**Exercise directions:**
Only lines containing "Termiz" belong in the answer, each copied from the entries below.

***** Dataset *****

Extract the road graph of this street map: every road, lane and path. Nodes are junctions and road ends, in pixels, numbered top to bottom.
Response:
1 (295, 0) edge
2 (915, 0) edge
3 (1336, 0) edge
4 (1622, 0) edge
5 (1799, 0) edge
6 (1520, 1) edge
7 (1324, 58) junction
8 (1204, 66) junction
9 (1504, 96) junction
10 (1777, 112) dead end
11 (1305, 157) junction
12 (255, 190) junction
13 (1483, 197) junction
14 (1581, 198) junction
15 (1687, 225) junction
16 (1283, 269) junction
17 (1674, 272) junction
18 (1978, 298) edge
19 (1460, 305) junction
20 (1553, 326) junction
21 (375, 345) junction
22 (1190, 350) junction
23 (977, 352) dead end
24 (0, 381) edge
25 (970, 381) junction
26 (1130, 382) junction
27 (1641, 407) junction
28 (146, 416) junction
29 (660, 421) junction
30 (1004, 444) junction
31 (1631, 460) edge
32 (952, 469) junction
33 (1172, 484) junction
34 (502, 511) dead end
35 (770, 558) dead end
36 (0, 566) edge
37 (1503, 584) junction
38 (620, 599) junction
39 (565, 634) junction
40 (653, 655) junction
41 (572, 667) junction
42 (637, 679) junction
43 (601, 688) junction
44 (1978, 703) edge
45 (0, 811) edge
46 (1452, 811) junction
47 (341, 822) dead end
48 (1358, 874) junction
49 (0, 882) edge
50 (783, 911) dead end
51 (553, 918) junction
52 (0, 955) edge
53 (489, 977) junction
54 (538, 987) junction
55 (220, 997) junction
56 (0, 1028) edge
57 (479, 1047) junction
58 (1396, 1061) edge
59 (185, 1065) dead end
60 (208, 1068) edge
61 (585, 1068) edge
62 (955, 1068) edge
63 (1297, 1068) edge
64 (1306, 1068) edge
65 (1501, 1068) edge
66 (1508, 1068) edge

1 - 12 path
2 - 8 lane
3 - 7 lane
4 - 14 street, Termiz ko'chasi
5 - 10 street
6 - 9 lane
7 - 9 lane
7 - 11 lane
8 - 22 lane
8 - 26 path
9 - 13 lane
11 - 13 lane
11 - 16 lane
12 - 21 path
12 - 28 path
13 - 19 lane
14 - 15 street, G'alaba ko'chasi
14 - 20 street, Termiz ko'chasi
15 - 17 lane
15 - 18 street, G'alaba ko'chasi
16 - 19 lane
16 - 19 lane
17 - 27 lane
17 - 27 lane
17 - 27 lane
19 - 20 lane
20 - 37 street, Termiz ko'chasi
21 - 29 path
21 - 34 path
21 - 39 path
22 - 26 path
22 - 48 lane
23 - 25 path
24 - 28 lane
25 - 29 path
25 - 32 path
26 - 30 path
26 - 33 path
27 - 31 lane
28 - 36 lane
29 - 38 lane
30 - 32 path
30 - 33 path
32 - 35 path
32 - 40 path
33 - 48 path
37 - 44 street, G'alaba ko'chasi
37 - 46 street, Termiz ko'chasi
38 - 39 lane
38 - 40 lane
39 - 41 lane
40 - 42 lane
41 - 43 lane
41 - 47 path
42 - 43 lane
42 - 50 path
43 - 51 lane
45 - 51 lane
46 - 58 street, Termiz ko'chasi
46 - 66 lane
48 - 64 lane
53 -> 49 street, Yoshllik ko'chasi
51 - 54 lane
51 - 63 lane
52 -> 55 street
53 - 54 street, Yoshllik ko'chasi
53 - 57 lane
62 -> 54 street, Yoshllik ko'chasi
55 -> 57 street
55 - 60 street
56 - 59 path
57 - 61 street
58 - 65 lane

*****

**Result:**
4 - 14 street, Termiz ko'chasi
14 - 20 street, Termiz ko'chasi
20 - 37 street, Termiz ko'chasi
37 - 46 street, Termiz ko'chasi
46 - 58 street, Termiz ko'chasi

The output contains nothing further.